→ Task brief
Would you count how many lines of the entries below include the word "played"? Give nothing but the number.

:::

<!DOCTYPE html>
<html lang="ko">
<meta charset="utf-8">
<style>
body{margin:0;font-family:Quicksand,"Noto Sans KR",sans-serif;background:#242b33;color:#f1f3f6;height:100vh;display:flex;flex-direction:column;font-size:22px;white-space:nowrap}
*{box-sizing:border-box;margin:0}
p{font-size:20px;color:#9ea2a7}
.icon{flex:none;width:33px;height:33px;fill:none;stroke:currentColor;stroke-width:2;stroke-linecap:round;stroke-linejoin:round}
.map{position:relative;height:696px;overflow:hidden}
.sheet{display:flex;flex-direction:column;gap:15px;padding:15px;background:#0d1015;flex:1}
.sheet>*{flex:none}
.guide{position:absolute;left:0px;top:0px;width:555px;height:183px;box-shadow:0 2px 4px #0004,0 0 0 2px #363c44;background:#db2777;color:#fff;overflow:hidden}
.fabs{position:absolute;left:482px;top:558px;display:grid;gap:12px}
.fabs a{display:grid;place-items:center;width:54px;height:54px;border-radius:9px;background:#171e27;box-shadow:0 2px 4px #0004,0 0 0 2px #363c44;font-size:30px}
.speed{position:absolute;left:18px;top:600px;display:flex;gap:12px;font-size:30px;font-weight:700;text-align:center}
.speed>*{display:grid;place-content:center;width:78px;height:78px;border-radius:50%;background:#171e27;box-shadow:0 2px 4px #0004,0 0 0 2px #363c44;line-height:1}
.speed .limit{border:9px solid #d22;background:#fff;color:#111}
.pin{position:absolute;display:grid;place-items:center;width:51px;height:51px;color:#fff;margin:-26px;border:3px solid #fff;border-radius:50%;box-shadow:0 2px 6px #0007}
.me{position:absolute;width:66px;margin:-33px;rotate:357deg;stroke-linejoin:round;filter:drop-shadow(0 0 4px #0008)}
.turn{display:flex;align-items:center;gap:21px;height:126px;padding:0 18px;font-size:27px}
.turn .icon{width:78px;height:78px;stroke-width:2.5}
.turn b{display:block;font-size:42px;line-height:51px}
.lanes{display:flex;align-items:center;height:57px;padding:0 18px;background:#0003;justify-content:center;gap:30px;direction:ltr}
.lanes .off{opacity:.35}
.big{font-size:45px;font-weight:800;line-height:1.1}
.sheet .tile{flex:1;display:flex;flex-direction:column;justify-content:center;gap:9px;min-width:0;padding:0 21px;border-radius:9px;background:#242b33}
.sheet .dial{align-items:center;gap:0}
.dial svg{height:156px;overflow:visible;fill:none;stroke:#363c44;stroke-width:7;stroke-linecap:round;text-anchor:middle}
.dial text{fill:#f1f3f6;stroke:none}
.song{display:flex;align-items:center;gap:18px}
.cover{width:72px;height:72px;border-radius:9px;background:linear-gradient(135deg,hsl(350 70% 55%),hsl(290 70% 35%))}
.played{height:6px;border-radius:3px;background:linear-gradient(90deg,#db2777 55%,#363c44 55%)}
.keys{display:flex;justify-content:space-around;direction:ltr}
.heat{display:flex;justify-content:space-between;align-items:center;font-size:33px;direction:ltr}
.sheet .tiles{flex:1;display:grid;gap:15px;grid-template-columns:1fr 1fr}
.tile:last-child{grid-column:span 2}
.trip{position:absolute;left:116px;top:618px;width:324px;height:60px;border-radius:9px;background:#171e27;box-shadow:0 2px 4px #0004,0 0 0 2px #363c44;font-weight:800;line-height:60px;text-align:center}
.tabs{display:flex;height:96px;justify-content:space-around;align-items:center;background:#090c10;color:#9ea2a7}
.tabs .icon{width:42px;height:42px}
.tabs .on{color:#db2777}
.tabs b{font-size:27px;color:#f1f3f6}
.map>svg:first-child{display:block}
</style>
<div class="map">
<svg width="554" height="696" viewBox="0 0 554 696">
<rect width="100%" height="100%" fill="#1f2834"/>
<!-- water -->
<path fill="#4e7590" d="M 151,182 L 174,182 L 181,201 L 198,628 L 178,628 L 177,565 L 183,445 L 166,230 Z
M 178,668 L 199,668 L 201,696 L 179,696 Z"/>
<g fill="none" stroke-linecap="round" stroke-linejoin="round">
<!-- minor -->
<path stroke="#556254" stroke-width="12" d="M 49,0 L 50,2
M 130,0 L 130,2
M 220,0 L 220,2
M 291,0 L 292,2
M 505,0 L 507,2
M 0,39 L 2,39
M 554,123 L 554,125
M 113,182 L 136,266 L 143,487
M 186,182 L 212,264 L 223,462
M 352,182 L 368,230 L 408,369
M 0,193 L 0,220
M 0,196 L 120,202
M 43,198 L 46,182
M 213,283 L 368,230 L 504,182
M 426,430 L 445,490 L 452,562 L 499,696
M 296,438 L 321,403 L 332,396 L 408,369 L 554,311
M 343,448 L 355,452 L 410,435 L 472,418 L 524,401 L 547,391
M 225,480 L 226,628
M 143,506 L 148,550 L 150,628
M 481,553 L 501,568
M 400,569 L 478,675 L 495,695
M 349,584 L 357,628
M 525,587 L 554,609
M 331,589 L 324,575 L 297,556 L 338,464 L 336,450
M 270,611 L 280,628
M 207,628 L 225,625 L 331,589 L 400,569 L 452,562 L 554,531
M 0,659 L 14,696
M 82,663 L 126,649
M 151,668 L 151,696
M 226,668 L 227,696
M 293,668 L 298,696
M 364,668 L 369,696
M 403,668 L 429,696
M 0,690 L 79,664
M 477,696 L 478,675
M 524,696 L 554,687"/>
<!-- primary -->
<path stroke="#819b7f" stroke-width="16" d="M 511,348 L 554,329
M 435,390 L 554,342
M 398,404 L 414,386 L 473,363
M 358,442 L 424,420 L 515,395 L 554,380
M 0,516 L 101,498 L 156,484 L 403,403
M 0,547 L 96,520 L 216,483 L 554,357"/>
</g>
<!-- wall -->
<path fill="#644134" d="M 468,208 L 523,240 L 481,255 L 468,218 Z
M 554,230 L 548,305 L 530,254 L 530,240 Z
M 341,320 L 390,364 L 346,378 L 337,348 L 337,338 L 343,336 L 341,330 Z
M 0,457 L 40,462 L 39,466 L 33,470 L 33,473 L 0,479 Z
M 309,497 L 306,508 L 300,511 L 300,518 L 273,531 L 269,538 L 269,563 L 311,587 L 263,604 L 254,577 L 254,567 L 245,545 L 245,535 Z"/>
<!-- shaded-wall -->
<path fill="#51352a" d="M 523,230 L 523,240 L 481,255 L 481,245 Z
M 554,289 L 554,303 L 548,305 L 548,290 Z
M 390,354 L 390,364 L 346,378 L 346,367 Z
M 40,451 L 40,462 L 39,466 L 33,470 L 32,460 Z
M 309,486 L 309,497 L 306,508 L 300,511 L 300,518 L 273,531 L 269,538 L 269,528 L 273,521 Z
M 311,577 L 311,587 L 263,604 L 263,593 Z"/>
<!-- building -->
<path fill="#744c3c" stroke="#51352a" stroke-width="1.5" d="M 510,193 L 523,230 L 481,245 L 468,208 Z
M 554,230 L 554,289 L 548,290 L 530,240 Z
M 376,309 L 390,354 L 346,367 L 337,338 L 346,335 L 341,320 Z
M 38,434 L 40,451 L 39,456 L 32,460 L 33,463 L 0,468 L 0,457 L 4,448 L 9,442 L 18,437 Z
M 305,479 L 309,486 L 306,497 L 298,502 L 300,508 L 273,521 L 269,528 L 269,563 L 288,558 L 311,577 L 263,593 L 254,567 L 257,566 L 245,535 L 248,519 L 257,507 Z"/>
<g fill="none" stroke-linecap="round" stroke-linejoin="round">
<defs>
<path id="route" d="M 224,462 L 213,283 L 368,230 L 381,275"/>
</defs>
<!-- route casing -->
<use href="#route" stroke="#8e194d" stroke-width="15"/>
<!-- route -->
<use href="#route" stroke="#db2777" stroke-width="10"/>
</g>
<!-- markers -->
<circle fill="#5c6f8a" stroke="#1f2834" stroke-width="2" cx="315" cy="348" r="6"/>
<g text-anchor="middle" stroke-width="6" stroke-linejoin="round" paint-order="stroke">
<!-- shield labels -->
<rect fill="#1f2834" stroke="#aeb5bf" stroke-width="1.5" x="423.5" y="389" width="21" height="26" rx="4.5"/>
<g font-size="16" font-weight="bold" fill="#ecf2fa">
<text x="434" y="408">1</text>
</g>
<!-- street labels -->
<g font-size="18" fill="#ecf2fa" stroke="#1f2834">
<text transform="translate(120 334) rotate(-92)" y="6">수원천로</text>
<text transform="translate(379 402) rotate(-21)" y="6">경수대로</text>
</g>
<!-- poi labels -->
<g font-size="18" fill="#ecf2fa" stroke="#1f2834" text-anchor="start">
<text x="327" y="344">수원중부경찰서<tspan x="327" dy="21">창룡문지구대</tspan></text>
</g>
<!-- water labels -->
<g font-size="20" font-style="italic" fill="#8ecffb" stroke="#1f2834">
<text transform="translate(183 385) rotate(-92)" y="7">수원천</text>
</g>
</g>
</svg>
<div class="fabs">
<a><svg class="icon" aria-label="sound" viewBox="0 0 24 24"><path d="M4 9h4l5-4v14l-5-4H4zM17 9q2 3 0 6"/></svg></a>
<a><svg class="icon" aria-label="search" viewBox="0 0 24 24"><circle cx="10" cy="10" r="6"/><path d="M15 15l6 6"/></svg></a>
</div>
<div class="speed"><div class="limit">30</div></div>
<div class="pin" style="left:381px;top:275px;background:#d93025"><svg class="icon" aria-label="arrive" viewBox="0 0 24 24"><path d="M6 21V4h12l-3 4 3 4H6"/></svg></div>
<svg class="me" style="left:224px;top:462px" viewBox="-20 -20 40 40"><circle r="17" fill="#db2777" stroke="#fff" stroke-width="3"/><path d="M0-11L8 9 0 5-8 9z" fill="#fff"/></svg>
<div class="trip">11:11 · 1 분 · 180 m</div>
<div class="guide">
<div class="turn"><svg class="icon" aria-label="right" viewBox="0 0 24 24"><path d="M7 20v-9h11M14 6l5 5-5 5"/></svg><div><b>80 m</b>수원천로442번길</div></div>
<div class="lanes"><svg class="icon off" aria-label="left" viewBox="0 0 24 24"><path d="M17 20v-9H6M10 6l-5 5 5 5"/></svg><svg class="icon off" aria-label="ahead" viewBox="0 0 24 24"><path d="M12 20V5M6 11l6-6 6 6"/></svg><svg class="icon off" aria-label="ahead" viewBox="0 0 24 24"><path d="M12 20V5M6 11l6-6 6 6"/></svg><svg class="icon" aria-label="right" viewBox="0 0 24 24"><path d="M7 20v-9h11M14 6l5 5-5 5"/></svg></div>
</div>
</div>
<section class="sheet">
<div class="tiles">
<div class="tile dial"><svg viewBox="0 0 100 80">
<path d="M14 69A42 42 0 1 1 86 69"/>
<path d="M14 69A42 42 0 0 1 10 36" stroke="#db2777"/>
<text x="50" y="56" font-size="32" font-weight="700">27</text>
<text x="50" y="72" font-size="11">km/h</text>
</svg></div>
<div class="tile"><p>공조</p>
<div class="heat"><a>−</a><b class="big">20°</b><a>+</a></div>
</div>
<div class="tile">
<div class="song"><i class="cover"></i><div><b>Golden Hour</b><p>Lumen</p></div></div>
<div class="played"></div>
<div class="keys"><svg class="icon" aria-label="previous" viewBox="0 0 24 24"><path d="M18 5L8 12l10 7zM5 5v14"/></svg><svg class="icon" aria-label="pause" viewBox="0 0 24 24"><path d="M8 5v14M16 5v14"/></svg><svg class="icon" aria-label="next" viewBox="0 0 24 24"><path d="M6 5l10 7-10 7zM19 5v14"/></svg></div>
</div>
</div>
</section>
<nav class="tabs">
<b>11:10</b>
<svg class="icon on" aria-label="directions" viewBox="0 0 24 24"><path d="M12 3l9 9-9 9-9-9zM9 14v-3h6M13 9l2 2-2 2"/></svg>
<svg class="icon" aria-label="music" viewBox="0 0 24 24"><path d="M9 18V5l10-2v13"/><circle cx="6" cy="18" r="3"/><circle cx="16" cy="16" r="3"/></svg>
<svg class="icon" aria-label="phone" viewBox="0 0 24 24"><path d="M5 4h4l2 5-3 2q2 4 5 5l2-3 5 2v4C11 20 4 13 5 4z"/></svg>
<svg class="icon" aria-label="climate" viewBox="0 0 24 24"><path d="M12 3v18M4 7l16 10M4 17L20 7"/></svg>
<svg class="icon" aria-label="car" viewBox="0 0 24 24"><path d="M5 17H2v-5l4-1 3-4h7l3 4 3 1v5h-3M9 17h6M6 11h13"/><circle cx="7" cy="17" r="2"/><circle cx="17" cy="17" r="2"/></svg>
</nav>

:::

→ Result
2